As I know heap is an intra-process entity. That is mean that all memory allocation/deallocation requests are managed entirely by process itself. Operating system knows only the heap location and size and services two types of requests from the intra-process memory management system:
add memory page at virtual address X
release memory page from virtual address X
Local memory management system request these services when it decides that it haven't enough memory in the memory pool of heap and when it decides that it have too much memory in the memory pool of heap.
Despite the fact that the memory allocation is usually designed in such a way to minimize amount of system calls it still stay about order more expensive then memory allocation on stack. This is because the memory allocation\deallocation algorithms of heap are much more complex and expensive than the same of stack.
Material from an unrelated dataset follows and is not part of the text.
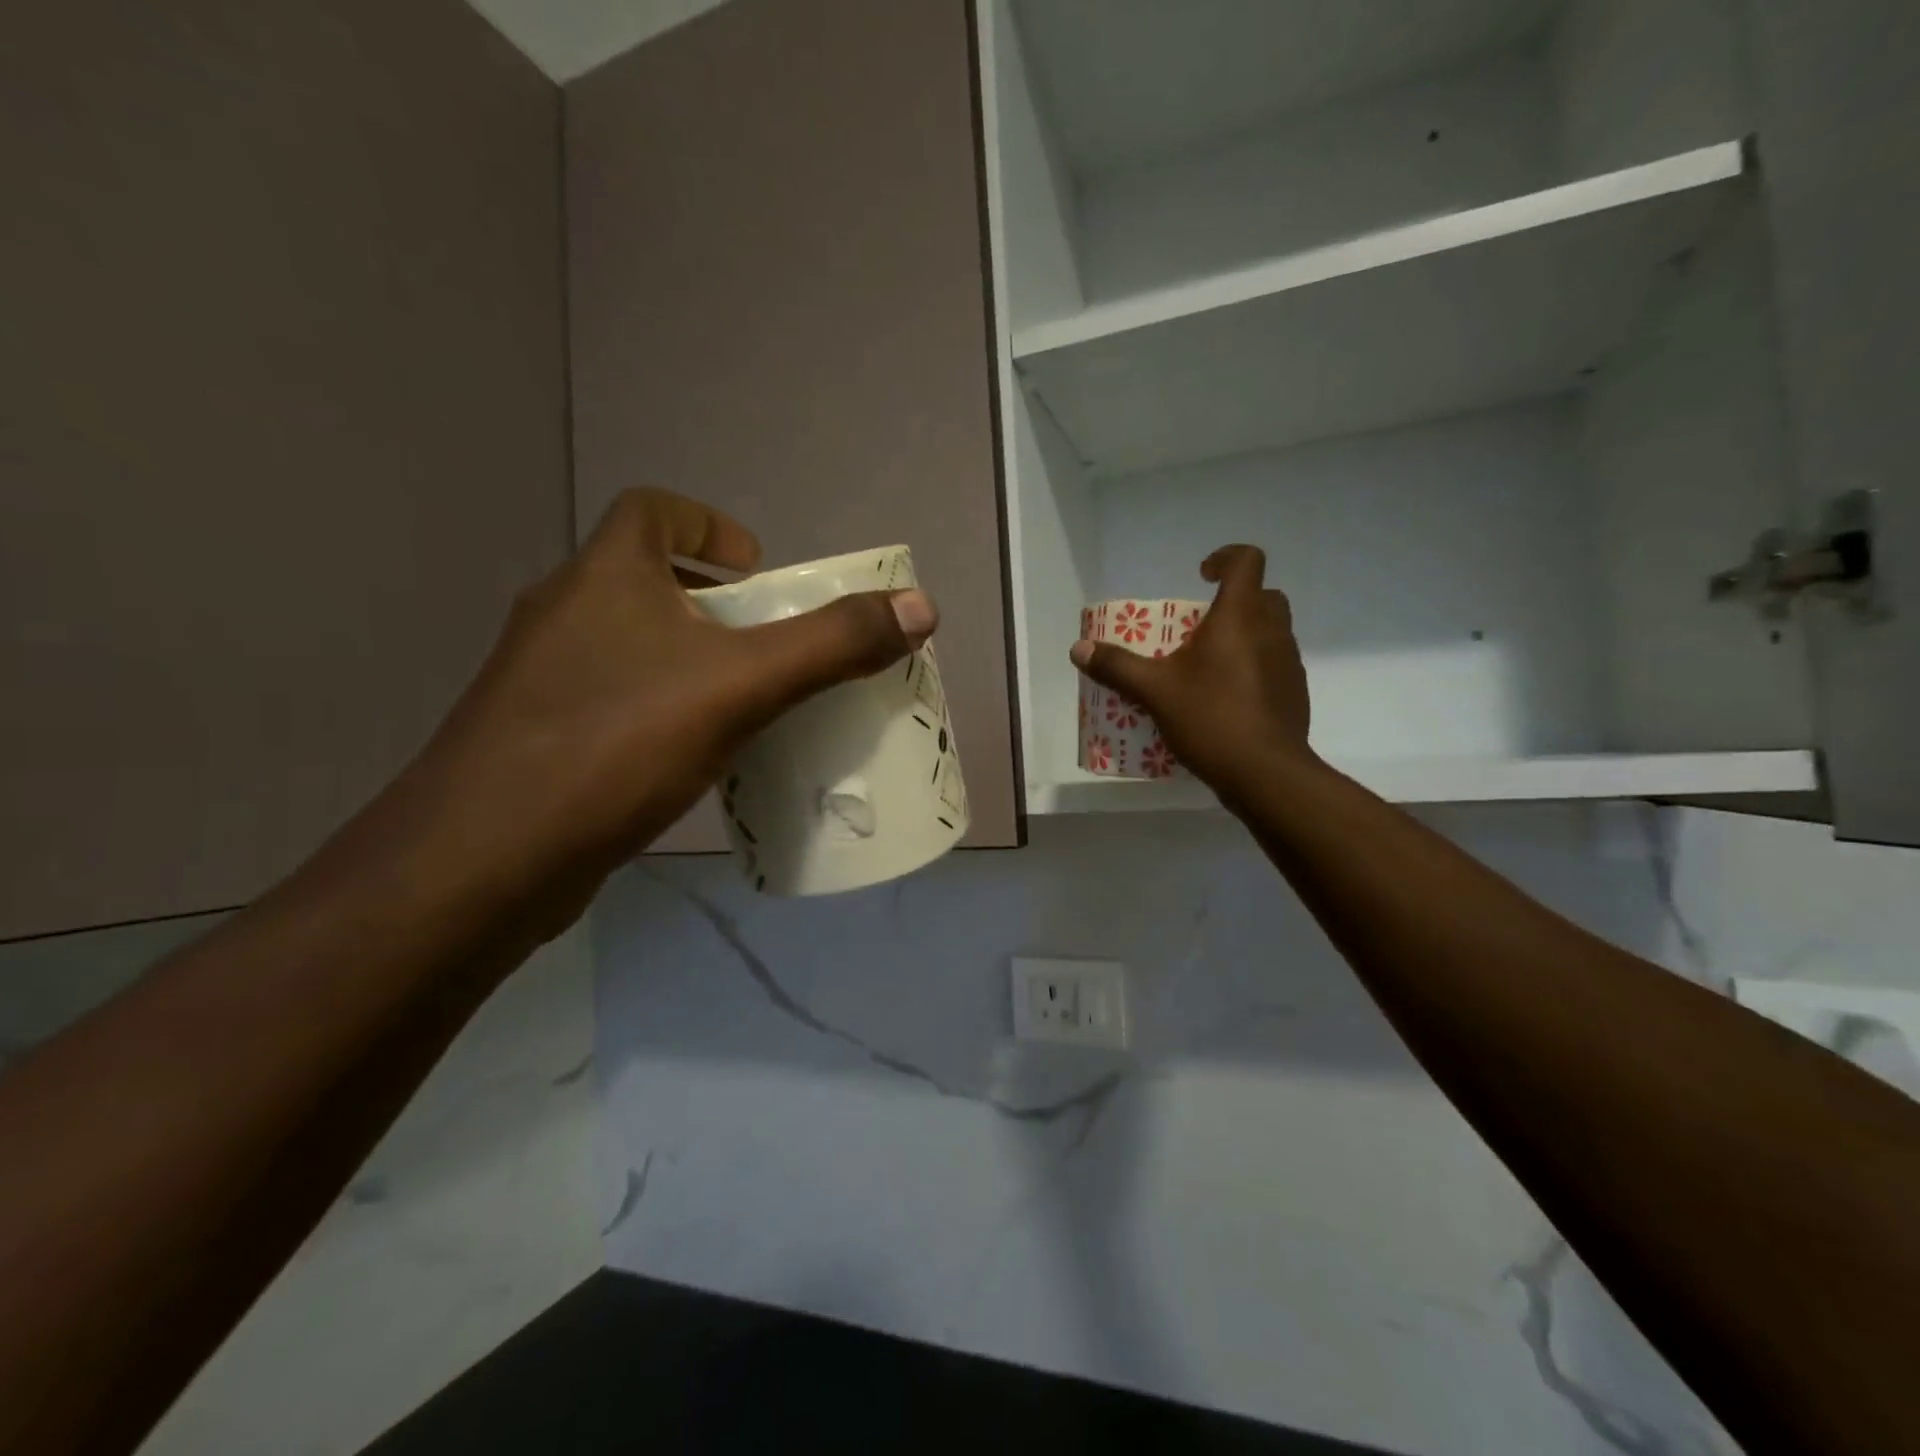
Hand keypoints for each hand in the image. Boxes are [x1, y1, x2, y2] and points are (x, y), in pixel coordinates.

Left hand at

What decides where on the heap memory is allocated?

Let me clear up: I understand how new and delete (and delete[]) work. I understand what the stack is, and I understand when to allocate memory on the stack and on the heap.
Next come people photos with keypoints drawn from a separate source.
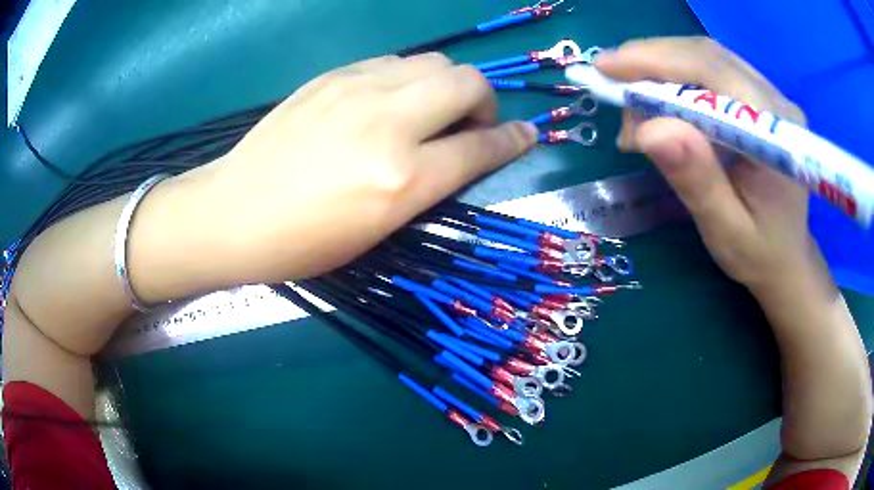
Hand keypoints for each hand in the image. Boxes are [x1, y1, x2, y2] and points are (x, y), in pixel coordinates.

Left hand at [203, 54, 536, 280]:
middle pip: (468, 82)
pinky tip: (389, 101)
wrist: (233, 212)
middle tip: (469, 124)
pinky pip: (393, 63)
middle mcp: (387, 123)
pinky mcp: (332, 76)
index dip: (513, 140)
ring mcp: (356, 90)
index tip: (526, 135)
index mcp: (400, 178)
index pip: (480, 147)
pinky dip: (408, 79)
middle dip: (484, 102)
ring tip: (427, 111)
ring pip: (433, 62)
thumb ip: (426, 185)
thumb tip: (460, 154)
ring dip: (446, 86)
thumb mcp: (376, 233)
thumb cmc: (303, 243)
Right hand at [595, 37, 814, 292]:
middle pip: (705, 56)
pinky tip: (658, 99)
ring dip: (660, 68)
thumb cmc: (759, 253)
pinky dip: (675, 76)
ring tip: (632, 100)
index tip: (605, 69)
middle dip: (651, 62)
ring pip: (704, 57)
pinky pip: (710, 69)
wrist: (787, 256)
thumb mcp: (725, 230)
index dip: (656, 62)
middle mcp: (776, 102)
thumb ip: (696, 180)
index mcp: (775, 134)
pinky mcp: (758, 96)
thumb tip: (649, 130)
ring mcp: (769, 94)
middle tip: (610, 83)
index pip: (712, 72)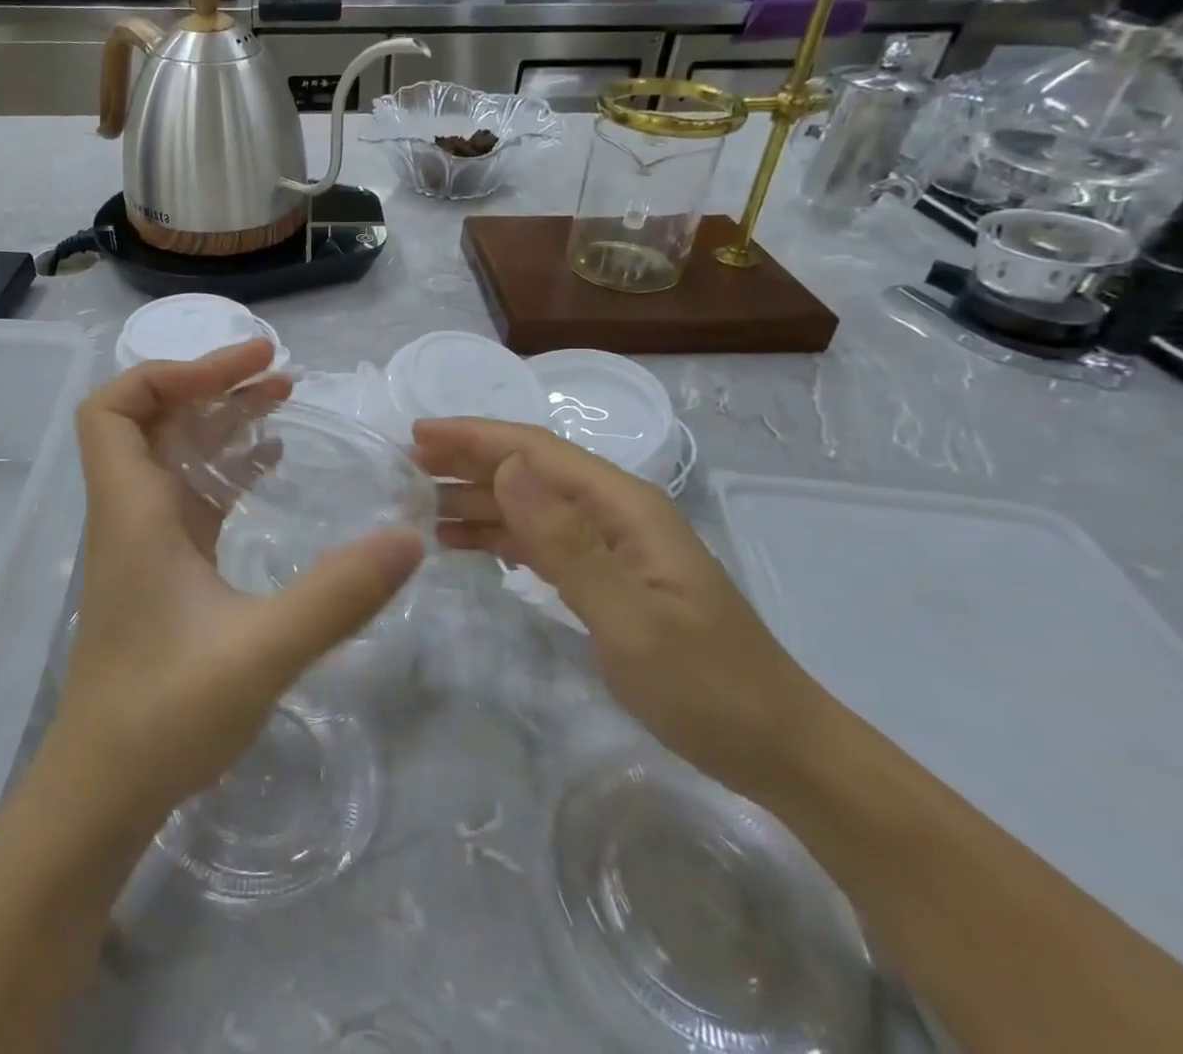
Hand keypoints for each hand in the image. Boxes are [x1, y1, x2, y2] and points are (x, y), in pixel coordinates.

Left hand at [54, 340, 424, 829]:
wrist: (104, 791)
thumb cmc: (164, 715)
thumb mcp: (261, 652)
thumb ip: (336, 596)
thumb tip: (409, 538)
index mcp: (134, 512)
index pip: (114, 409)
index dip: (167, 372)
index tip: (239, 370)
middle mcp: (132, 513)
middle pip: (151, 418)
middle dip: (209, 383)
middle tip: (278, 368)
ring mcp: (147, 540)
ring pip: (173, 453)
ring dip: (221, 420)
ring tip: (283, 397)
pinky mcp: (165, 567)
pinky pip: (192, 493)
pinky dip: (228, 466)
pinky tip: (271, 465)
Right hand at [413, 417, 817, 795]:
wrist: (778, 750)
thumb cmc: (707, 687)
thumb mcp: (631, 618)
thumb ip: (566, 542)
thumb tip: (507, 468)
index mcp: (623, 505)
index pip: (536, 451)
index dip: (474, 437)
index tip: (418, 433)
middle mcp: (613, 512)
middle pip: (529, 469)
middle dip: (467, 461)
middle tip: (405, 467)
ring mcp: (610, 544)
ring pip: (528, 504)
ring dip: (475, 499)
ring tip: (418, 505)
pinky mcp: (604, 575)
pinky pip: (538, 540)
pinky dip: (496, 535)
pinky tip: (461, 542)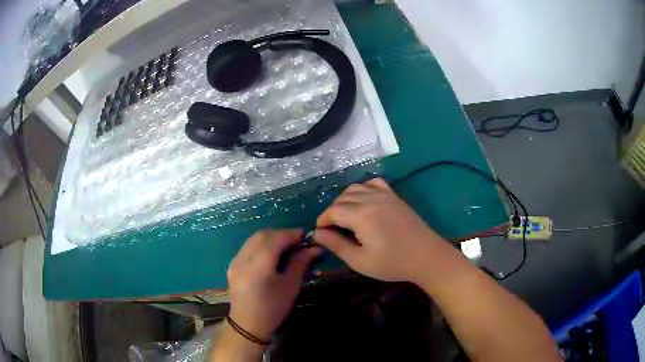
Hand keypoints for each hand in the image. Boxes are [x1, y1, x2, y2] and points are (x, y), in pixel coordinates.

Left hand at [227, 229, 321, 341]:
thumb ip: (300, 263)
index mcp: (259, 265)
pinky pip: (247, 247)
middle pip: (263, 235)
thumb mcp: (290, 286)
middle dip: (281, 234)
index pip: (276, 239)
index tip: (307, 235)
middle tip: (297, 241)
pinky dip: (261, 244)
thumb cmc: (273, 308)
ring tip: (286, 246)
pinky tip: (271, 254)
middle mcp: (244, 258)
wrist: (247, 325)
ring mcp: (235, 260)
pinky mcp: (232, 264)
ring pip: (253, 239)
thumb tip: (314, 248)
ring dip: (271, 237)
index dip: (292, 234)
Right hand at [314, 178, 444, 282]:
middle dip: (332, 213)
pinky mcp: (394, 196)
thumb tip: (317, 234)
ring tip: (345, 218)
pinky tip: (364, 202)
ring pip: (355, 188)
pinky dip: (363, 189)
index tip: (320, 234)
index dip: (322, 221)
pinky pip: (373, 183)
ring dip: (345, 200)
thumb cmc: (392, 262)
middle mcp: (370, 199)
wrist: (426, 256)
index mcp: (360, 215)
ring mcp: (384, 195)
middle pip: (341, 199)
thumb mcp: (360, 261)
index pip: (332, 211)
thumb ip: (337, 245)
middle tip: (332, 231)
What I don't understand, however, is: where on the heap is memory allocated. I know we're supposed to look at the heap as this big pool of pretty much limitless RAM, but surely that's not the case.
What is in control of choosing where on the heap memory is stored and how does it choose that?
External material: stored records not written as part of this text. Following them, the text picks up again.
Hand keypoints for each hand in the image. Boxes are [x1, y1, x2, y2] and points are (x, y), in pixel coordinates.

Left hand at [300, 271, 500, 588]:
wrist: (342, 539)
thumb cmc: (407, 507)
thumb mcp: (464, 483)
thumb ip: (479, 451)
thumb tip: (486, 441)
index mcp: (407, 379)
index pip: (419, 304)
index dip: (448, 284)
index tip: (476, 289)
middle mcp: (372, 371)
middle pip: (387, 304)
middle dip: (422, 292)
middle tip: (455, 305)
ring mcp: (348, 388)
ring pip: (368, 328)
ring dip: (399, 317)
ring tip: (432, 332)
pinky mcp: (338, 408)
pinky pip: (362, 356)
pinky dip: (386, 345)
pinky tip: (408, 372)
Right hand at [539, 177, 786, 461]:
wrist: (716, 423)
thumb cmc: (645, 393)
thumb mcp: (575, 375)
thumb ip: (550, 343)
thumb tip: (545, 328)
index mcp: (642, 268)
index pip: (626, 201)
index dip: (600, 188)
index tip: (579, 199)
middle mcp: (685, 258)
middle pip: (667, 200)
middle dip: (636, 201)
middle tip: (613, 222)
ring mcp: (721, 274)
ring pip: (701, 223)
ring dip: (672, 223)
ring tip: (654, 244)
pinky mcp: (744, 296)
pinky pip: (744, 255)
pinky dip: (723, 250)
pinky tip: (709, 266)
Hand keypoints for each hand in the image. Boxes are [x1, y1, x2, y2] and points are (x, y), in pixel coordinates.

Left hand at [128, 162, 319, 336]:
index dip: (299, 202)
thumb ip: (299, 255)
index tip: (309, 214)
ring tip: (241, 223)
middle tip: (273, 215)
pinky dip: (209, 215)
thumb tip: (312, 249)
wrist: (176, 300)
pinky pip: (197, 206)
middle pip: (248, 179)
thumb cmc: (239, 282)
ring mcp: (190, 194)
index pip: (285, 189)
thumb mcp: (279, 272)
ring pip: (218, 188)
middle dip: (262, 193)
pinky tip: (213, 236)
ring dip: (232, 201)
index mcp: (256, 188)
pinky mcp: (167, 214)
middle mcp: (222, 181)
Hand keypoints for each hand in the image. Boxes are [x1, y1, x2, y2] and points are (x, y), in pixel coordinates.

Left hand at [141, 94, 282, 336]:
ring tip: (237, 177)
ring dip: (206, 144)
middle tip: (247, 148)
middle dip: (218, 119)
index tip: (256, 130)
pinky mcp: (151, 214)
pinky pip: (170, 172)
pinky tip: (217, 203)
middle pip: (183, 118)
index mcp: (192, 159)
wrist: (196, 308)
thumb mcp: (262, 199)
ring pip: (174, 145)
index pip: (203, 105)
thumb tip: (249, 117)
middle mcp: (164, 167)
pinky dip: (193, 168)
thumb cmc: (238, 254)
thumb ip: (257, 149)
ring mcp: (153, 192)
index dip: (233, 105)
Also: the term "returning memory to the OS" is one I come across quite often. Does this mean that the heap is shared between all processes?
The reason I care about all this is because I want to learn more about memory fragmentation. I figured it'd be a good idea to know how the heap works before I learn how to deal with memory fragmentation, because I don't have enough experience with memory allocation, nor C++ to dive straight into that.
The memory is managed by the OS. So the answer depends on the OS/Plattform that is used. The C++ specification does not specify how memory on a lower level is allocated/freed, it specifies it in from of the lifetime.
While multi-user desktop/server/phone OS (like Windows, Linux, macOS, Android, …) have similar ways to how memory is managed, it could be completely different on embedded systems.
What is in control of choosing where on the heap memory is stored and how does it choose that?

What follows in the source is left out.